Recorded data

↓

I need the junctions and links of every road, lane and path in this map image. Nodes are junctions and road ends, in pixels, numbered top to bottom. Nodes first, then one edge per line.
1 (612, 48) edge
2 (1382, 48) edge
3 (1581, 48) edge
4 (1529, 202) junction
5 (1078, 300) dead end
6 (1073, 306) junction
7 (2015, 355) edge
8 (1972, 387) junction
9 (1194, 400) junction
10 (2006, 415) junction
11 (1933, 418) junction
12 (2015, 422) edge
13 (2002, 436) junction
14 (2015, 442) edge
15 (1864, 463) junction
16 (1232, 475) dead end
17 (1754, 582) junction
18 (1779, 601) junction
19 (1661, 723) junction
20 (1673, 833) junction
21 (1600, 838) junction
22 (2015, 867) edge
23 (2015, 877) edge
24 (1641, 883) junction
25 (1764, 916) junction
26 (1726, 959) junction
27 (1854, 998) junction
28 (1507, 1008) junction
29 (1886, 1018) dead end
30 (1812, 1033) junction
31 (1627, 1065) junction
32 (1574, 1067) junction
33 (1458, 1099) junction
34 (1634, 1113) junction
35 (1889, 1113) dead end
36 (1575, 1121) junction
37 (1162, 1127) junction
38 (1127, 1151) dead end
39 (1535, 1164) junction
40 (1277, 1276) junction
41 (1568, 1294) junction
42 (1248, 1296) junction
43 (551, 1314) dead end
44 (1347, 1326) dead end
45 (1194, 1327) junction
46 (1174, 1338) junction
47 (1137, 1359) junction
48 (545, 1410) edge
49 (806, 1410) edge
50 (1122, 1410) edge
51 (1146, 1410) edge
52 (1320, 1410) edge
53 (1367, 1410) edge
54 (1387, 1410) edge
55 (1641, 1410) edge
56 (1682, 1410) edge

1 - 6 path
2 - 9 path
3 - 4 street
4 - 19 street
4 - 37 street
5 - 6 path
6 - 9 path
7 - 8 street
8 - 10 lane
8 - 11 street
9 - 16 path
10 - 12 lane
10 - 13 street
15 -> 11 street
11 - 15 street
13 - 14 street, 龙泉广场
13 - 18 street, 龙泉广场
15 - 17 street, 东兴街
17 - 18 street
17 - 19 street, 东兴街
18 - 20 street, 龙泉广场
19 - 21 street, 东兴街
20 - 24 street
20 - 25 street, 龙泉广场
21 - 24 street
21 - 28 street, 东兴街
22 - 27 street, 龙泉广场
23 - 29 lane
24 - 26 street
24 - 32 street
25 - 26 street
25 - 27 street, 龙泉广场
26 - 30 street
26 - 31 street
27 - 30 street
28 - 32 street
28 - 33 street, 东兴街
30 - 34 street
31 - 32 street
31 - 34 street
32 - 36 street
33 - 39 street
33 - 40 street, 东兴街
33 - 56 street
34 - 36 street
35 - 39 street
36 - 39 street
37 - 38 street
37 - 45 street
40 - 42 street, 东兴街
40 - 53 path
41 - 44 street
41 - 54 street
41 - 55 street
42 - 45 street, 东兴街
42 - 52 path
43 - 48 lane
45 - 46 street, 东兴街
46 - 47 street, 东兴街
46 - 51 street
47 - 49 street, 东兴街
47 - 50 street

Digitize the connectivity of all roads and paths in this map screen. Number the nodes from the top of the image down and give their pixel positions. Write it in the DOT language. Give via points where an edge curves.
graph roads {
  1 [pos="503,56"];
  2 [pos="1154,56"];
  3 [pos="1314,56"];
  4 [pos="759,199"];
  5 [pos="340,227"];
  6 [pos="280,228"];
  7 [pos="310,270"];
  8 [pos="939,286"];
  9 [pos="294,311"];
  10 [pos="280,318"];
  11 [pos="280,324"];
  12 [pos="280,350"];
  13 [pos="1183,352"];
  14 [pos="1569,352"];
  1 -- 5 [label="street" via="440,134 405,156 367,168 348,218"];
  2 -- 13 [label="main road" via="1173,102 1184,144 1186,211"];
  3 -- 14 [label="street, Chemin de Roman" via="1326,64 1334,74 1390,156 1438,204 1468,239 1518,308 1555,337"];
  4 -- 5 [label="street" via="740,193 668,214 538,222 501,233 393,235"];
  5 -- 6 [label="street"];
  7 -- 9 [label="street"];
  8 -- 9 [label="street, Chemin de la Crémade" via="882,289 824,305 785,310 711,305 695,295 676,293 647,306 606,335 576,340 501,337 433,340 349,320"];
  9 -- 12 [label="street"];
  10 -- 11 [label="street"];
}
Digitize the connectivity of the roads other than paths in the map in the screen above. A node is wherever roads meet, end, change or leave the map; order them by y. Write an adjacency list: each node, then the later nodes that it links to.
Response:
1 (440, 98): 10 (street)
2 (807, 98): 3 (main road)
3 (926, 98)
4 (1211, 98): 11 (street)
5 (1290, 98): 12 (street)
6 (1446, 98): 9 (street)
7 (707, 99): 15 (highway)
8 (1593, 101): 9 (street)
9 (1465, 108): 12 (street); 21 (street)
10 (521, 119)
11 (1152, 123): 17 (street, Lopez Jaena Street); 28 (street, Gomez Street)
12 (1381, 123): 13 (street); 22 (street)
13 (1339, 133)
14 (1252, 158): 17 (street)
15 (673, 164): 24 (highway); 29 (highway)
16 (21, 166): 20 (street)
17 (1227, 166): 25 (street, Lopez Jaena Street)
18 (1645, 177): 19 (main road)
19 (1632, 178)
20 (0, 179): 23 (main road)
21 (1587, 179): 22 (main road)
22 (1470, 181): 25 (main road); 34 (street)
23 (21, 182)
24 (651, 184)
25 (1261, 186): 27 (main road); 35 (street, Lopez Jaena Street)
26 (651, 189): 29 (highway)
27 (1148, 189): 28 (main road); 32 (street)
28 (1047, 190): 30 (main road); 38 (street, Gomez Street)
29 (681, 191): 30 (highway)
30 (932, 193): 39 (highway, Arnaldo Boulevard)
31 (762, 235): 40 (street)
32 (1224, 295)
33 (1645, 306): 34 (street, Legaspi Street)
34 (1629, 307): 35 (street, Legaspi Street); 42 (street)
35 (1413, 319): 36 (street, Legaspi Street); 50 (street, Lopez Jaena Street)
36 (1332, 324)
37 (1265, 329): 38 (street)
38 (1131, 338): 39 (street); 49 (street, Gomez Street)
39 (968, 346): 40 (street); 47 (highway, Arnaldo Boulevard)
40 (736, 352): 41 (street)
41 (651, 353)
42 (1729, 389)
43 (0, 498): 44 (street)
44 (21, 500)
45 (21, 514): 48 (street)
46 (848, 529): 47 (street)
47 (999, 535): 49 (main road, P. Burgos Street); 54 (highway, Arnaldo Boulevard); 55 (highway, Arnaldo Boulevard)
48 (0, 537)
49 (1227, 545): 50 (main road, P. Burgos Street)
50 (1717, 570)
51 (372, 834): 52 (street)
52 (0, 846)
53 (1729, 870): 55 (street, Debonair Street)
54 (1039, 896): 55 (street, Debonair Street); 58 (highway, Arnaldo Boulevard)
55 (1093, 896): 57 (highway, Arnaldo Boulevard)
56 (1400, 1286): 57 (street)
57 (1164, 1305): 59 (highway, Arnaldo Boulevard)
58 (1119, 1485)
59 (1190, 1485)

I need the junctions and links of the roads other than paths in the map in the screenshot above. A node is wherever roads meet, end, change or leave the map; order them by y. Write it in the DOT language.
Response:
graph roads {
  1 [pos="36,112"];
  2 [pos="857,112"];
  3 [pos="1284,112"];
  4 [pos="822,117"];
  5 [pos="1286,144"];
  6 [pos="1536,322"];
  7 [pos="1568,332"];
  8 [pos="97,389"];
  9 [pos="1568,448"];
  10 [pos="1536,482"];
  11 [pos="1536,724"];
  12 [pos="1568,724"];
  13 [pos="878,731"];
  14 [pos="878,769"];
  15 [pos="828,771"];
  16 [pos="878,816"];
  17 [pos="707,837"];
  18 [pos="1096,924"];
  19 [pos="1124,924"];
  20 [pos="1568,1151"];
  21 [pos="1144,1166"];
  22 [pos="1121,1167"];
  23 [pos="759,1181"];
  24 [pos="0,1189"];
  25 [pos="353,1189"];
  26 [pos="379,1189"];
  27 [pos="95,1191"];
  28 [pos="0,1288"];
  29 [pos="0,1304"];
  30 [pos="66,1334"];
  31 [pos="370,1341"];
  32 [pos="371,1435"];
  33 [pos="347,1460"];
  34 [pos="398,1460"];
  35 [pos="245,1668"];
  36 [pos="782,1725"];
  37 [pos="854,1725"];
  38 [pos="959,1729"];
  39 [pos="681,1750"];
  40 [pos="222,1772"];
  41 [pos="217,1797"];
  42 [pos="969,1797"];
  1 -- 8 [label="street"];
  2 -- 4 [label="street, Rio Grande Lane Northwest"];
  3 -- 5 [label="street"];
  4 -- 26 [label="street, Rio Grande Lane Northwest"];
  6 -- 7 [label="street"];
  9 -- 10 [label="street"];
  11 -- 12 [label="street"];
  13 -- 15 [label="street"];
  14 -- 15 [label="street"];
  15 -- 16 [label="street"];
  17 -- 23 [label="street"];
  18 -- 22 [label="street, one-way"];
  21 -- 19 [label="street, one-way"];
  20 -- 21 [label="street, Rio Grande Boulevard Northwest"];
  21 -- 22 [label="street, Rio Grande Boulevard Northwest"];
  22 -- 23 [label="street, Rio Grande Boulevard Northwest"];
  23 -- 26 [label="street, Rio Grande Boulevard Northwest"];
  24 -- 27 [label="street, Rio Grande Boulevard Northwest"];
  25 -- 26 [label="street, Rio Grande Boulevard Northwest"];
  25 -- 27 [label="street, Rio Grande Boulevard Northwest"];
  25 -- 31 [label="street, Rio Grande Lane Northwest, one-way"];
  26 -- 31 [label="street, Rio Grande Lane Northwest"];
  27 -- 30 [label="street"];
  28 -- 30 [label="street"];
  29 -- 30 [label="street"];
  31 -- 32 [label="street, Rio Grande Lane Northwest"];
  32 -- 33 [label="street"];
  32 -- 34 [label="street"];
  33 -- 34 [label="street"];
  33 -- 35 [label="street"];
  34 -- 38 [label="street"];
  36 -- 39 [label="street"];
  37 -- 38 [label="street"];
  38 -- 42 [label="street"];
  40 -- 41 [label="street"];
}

↑

Assignment = Would you copy out every line in the records that includes the string "Burgos"?

Task response =
47 (999, 535): 49 (main road, P. Burgos Street); 54 (highway, Arnaldo Boulevard); 55 (highway, Arnaldo Boulevard)
49 (1227, 545): 50 (main road, P. Burgos Street)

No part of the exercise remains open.